DATA IN THIS EXERCISE below:
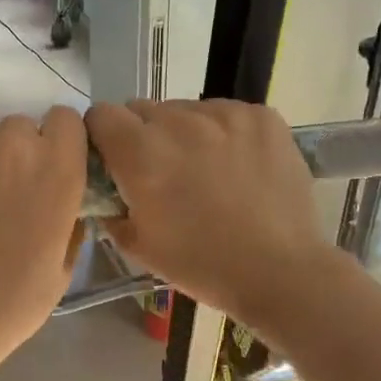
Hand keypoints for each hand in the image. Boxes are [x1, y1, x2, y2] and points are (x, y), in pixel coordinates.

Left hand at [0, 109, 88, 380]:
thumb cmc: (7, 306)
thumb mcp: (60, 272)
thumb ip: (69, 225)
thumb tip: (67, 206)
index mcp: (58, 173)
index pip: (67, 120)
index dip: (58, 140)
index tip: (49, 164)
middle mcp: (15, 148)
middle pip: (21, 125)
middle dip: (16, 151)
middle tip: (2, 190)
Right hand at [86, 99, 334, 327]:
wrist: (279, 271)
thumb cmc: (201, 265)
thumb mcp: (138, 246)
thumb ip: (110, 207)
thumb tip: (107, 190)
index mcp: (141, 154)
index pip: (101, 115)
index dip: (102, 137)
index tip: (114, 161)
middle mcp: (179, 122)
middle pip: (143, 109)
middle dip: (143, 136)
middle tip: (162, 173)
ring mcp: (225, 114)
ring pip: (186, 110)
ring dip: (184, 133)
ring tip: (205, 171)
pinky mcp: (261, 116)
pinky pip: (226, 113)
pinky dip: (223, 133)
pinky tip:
End of DATA IN THIS EXERCISE.
ACTIVITY
Copy each line above precisely, dropping the pictures.

ANSWER AREA
Hand keypoints for each hand in the image. Boxes are [x1, y1, x2, y2] and points are (x, y), in pixel coordinates.

Left hand at [0, 109, 88, 380]:
thumb cmc: (7, 306)
thumb mcp: (60, 272)
thumb ip: (69, 225)
thumb tip: (67, 206)
index mcp: (58, 173)
index pip: (67, 120)
index dip: (58, 140)
index tip: (49, 164)
middle mcp: (15, 148)
middle pip: (21, 125)
middle dip: (16, 151)
middle tip: (2, 190)
Right hand at [86, 99, 334, 327]:
wrist: (279, 271)
thumb cmc: (201, 265)
thumb mcp: (138, 246)
thumb ip: (110, 207)
thumb tip: (107, 190)
index mcp: (141, 154)
index pip: (101, 115)
index dip: (102, 137)
index tip: (114, 161)
middle mcp: (179, 122)
middle pip: (143, 109)
middle dip: (143, 136)
middle tip: (162, 173)
ring mcp: (225, 114)
ring pip: (186, 110)
ring dip: (184, 133)
ring tip: (205, 171)
pinky mcp: (261, 116)
pinky pip: (226, 113)
pinky dip: (223, 133)
pinky tip:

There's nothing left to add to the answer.